> **What you will do**
The answer must be every line of the records below that holds the word "links".

> **Source records**
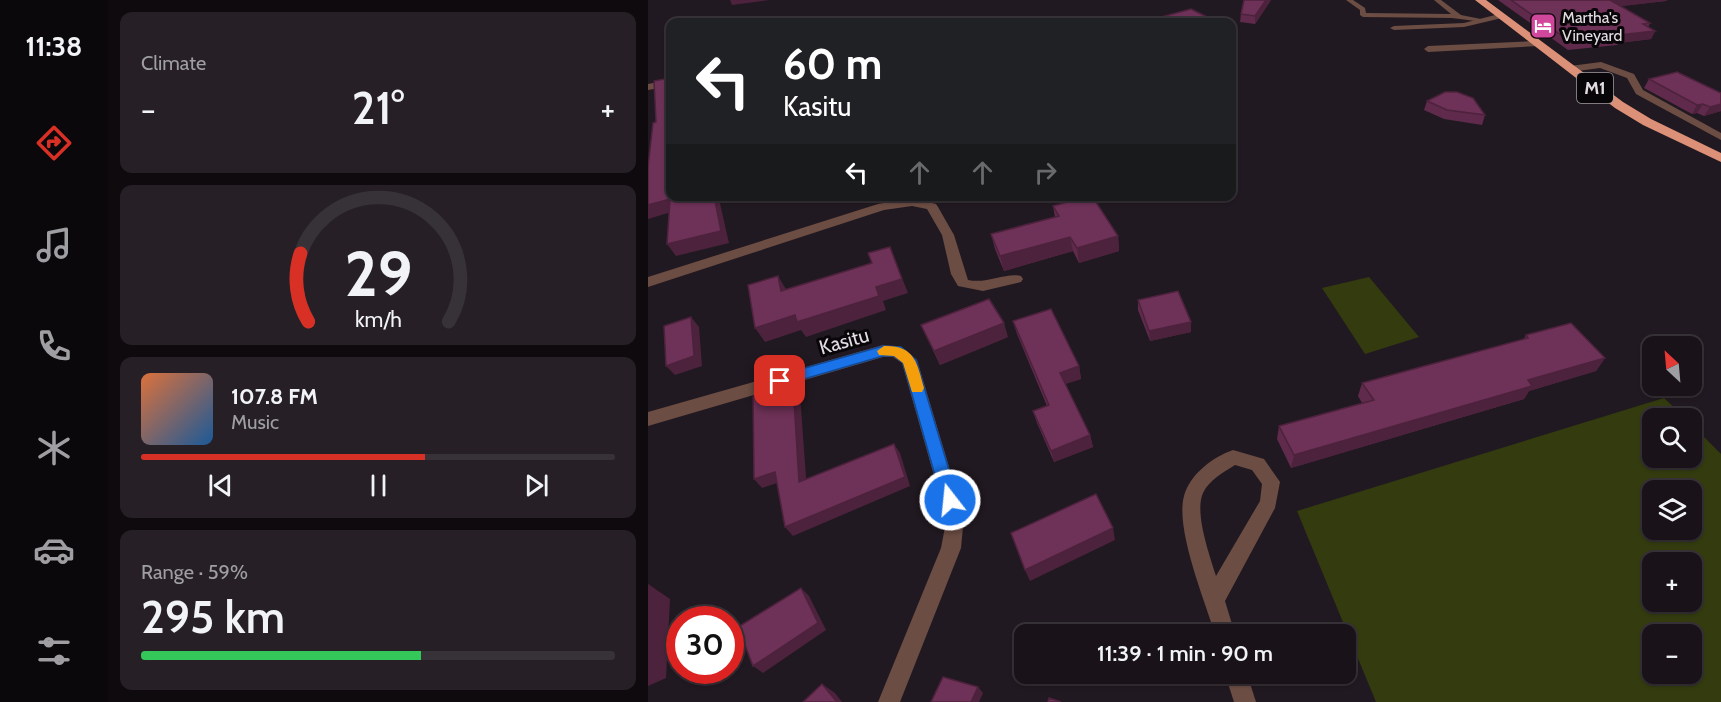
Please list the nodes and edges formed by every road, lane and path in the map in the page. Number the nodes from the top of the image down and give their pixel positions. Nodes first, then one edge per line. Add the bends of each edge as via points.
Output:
1 (1349, 0) edge
2 (1437, 0) edge
3 (1480, 0) edge
4 (1499, 16) junction
5 (1460, 17) junction
6 (1484, 20) junction
7 (1394, 28) dead end
8 (1536, 44) junction
9 (1428, 49) dead end
10 (1570, 69) junction
11 (666, 84) edge
12 (648, 87) edge
13 (1721, 137) edge
14 (1721, 158) edge
15 (1016, 279) dead end
16 (648, 282) edge
17 (648, 419) edge
18 (1215, 598) junction
19 (1222, 624) edge
20 (1239, 684) edge
21 (889, 702) edge
22 (1245, 702) edge

1 - 5 lane via 1363,9 1363,15
2 - 5 lane
3 - 4 highway, M1
4 - 6 street
4 - 8 highway, M1
5 - 6 lane
6 - 7 street via 1464,25
8 - 9 street
8 - 10 highway, M1
10 - 13 street via 1601,65 1630,76 1639,92
10 - 14 highway, M1 via 1647,122
11 - 12 street
15 - 16 street via 990,286 963,283 948,235 932,207 912,202 882,207
17 - 21 street, Kasitu via 883,351 896,351 909,360 950,500 954,527 951,548
18 - 18 street via 1191,523 1193,495 1208,474 1233,457 1258,464 1271,482 1269,502
18 - 19 street
20 - 22 street

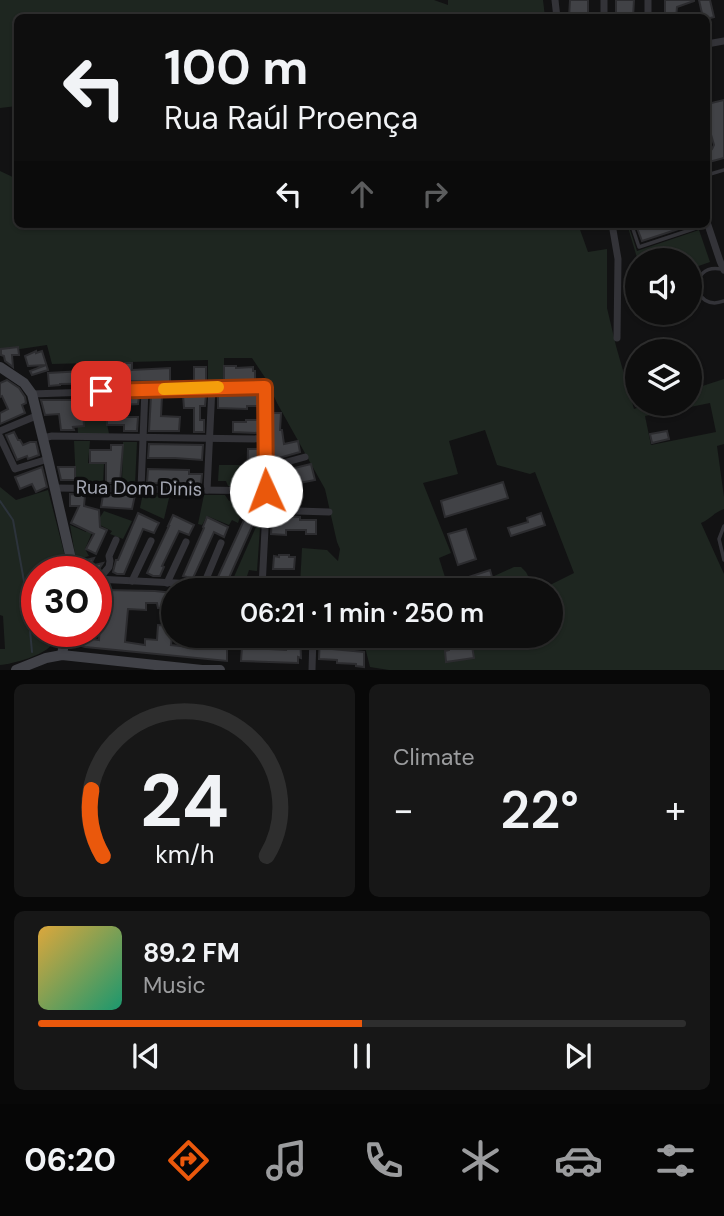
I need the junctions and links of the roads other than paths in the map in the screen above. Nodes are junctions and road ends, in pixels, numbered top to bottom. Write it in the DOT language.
graph roads {
  1 [pos="613,228"];
  2 [pos="693,228"];
  3 [pos="709,228"];
  4 [pos="633,229"];
  5 [pos="724,270"];
  6 [pos="724,301"];
  7 [pos="617,338"];
  8 [pos="0,367"];
  9 [pos="212,387"];
  10 [pos="145,389"];
  11 [pos="32,394"];
  12 [pos="36,416"];
  13 [pos="0,431"];
  14 [pos="0,437"];
  15 [pos="143,437"];
  16 [pos="43,438"];
  17 [pos="211,438"];
  18 [pos="264,439"];
  19 [pos="305,457"];
  20 [pos="48,459"];
  21 [pos="265,468"];
  22 [pos="55,488"];
  23 [pos="141,489"];
  24 [pos="207,490"];
  25 [pos="266,491"];
  26 [pos="266,510"];
  27 [pos="329,512"];
  28 [pos="724,526"];
  29 [pos="116,540"];
  30 [pos="151,541"];
  31 [pos="186,542"];
  32 [pos="221,543"];
  33 [pos="70,556"];
  34 [pos="109,556"];
  35 [pos="724,560"];
  36 [pos="169,578"];
  37 [pos="206,578"];
  38 [pos="262,578"];
  39 [pos="112,580"];
  40 [pos="132,581"];
  41 [pos="161,583"];
  42 [pos="63,647"];
  43 [pos="313,648"];
  44 [pos="62,655"];
  45 [pos="16,670"];
  46 [pos="220,670"];
  47 [pos="312,670"];
  1 -- 7 [label="street"];
  2 -- 4 [label="lane"];
  3 -- 5 [label="street"];
  5 -- 6 [label="lane"];
  8 -- 11 [label="street"];
  9 -- 10 [label="street"];
  9 -- 17 [label="street"];
  9 -- 18 [label="street"];
  10 -- 11 [label="street"];
  10 -- 15 [label="street"];
  11 -- 12 [label="street"];
  12 -- 13 [label="street"];
  12 -- 16 [label="street"];
  14 -- 20 [label="street"];
  15 -- 16 [label="street"];
  15 -- 17 [label="street"];
  15 -- 23 [label="street"];
  16 -- 20 [label="street"];
  17 -- 18 [label="street"];
  17 -- 24 [label="street"];
  18 -- 21 [label="street"];
  19 -- 21 [label="street"];
  20 -- 22 [label="street"];
  21 -- 25 [label="street"];
  22 -- 23 [label="street, Rua Dom Dinis"];
  22 -- 33 [label="street"];
  23 -- 24 [label="street, Rua Dom Dinis"];
  24 -- 25 [label="street, Rua Dom Dinis"];
  25 -- 26 [label="street"];
  26 -- 27 [label="street"];
  26 -- 38 [label="street"];
  28 -- 35 [label="lane"];
  29 -- 34 [label="street"];
  30 -- 40 [label="street"];
  31 -- 36 [label="street"];
  32 -- 37 [label="street"];
  39 -- 40 [label="street"];
  40 -- 41 [label="street"];
  42 -- 44 [label="street"];
  43 -- 47 [label="street"];
  44 -- 45 [label="street"];
  44 -- 46 [label="street"];
}
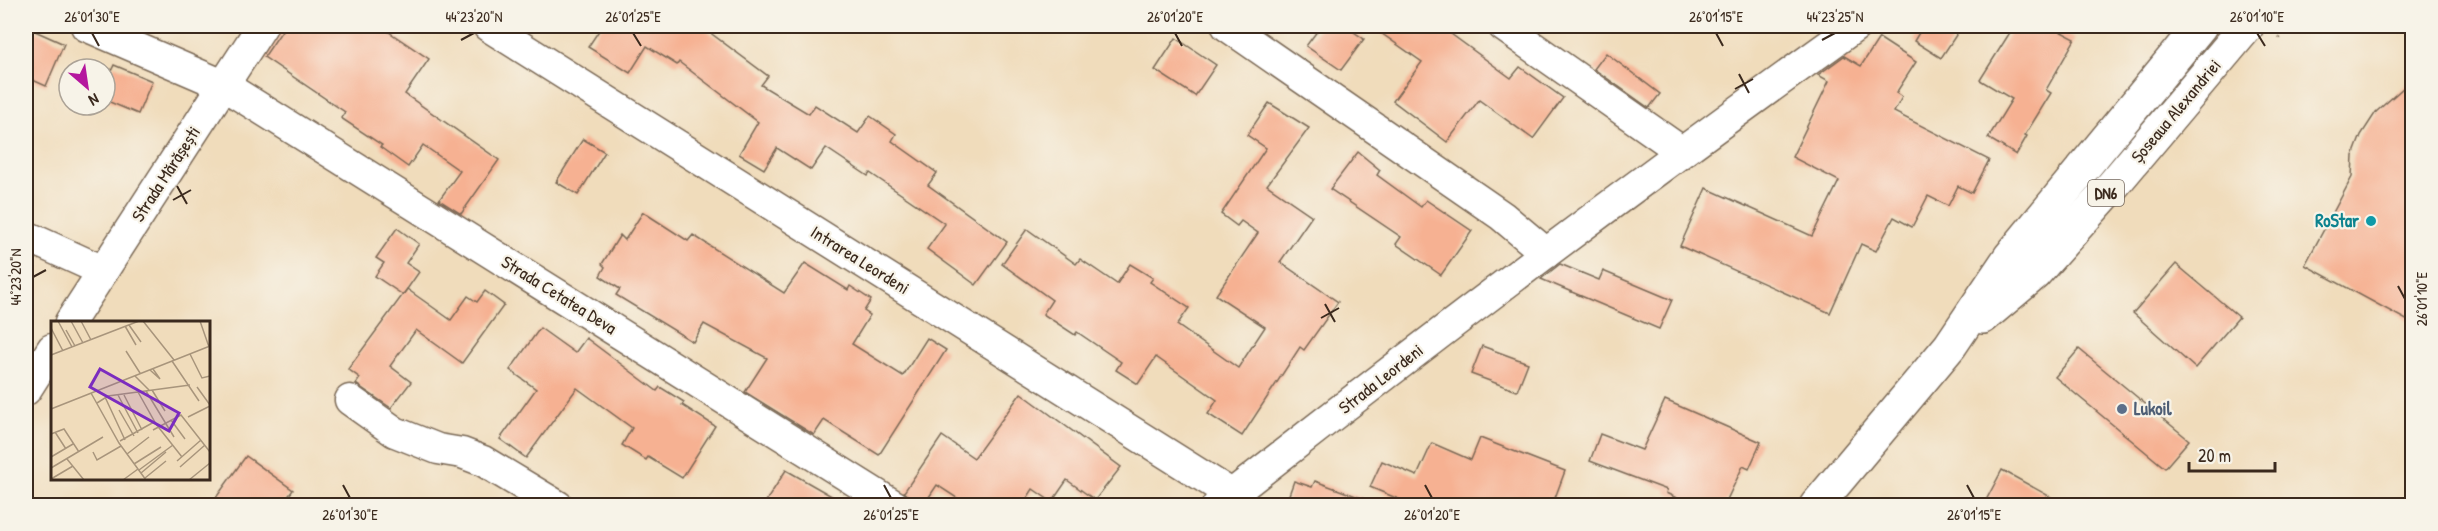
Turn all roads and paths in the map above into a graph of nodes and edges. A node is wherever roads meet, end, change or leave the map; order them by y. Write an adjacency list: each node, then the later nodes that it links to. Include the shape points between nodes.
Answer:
1 (86, 26): 11 (street, Strada Cetatea Deva)
2 (262, 26): 11 (street, Strada Mărășești)
3 (488, 26): 21 (street, Intrarea Leordeni)
4 (1227, 26): 14 (street, via 1502,216)
5 (1503, 26): 12 (street)
6 (1856, 26): 12 (street, Strada Leordeni)
7 (2200, 26): 17 (main road, Șoseaua Alexandriei / DN6, via 2010,257)
8 (2247, 26): 17 (main road, Șoseaua Alexandriei / DN6, via 2034,274)
9 (2289, 26): 10 (path)
10 (2279, 38)
11 (223, 85): 15 (street, Strada Mărășești); 23 (street, Strada Cetatea Deva)
12 (1681, 151): 14 (street, Strada Leordeni)
13 (26, 236): 15 (street)
14 (1546, 253): 21 (street, Strada Leordeni)
15 (104, 271): 16 (street, Strada Mărășești)
16 (71, 321)
17 (1950, 346): 24 (main road, Șoseaua Alexandriei / DN6)
18 (51, 351): 19 (street)
19 (26, 390)
20 (350, 400): 22 (street, via 395,432 483,462)
21 (1224, 500)
22 (558, 506)
23 (895, 506)
24 (1816, 506)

> **Exercise output**
I need the junctions and links of the roads other than paths in the map in the screen above. Nodes are junctions and road ends, in pixels, numbered top to bottom. Write it in the DOT language.
Turn all roads and paths in the map above into a graph of nodes and edges. A node is wherever roads meet, end, change or leave the map; order them by y. Write an adjacency list: each node, then the later nodes that it links to. Include the shape points between nodes.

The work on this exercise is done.